将4种方法提取的基因组DNA进行紫外吸收光谱检测（见表1～2），纯的DNA OD260／OD280比值对是1．8，纯的RNA是2．0。若比值太低（＜1．8）表明可能有酚或者蛋白质的污染；若比值太高（＞2．0）则可能有RNA的存在。表2显示碱裂解法所提取的DNA纯度值在1．7～1．9之间；其余三种方法所提取的DNA纯度值均在1．5～2．2之间；且碱裂解法所提取得DNA浓度最高，为30～60 μg／μL，其余三种方法提取的DNA浓度分别为0．4～13 μg／μL、8．0～18 μg／μL、9．0～58 μg／μL，可见碱裂解法提取的DNA纯度和浓度都较其他三种方法好。

表1　四种方法所测各样本DNA浓度值（ୱx±s）（μg／μL）Tab．1 Four methods for the concentration of the DNA（ୱx±s）（μg／μL）

表2　四种方法所测各样本核酸纯度值（OD值）Tab．2 Four methods for the purity of the DNA（OD value）

2．2PCR法检测DNA质量

将碱裂解法所提的基因组DNA进行PCR分析，结果表明：碱裂解法扩增条带具有较好的特异性，且带型清晰、明亮（见图1），适于PCR扩增。

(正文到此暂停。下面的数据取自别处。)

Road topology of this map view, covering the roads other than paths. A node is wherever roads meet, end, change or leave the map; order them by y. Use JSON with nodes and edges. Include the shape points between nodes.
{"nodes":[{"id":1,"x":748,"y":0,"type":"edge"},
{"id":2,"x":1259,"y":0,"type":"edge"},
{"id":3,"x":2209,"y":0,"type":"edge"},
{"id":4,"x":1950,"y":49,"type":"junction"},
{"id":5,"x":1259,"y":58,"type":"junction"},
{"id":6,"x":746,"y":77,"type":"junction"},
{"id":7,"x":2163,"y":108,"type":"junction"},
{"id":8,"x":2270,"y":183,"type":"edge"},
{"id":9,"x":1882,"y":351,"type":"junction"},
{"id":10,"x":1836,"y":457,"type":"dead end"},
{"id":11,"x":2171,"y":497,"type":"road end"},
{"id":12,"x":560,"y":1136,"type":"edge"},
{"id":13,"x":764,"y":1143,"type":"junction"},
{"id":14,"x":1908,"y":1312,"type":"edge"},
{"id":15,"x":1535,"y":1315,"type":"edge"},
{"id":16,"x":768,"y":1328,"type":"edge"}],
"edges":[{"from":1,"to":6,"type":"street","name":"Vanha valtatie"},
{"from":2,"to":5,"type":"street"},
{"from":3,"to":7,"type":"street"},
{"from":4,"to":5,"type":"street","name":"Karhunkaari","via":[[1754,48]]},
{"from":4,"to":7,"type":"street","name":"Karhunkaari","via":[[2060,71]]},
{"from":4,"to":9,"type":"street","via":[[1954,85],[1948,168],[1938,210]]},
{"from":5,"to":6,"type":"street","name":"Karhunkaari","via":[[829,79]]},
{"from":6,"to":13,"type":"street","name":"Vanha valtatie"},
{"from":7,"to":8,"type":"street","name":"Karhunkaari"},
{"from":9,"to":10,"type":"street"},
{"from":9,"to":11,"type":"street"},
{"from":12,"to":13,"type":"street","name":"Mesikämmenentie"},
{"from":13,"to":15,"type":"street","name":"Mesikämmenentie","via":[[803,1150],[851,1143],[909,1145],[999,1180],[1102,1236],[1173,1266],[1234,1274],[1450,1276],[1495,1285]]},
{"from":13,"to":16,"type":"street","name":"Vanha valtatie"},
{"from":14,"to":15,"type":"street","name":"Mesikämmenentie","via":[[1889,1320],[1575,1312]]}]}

图1　碱裂解法提取的基因组DNA PCR产物电泳图：M．Maker DL2000；Lane1⁃5．FHJU 1，CQMU 1，WHSU 4，FHPU 3，SHZU 2；Lane6．negative controlFig．1 PCR product of genomic DNA extracted by alkaline lysis

3　讨 论

真菌DNA提取方法的主要区别在于细胞壁、细胞膜的破坏及细胞器、蛋白质等物质的分离，由于真菌组成成分差异较大，因此不同菌种最合适的DNA提取方法会有一定差别。白永宏等［12］曾报道食用菌羊肚菌宜采用CTAB法提取，任衍春等［13］发现利用蛋白酶K法提取植物病原真菌水稻纹枯菌DNA的质量最好，而白假丝酵母菌［14］则适用于蜗牛酶法提取。可见对真菌样本开展基因鉴定、分型等相关研究之前，进行DNA提取方法的筛选十分必要。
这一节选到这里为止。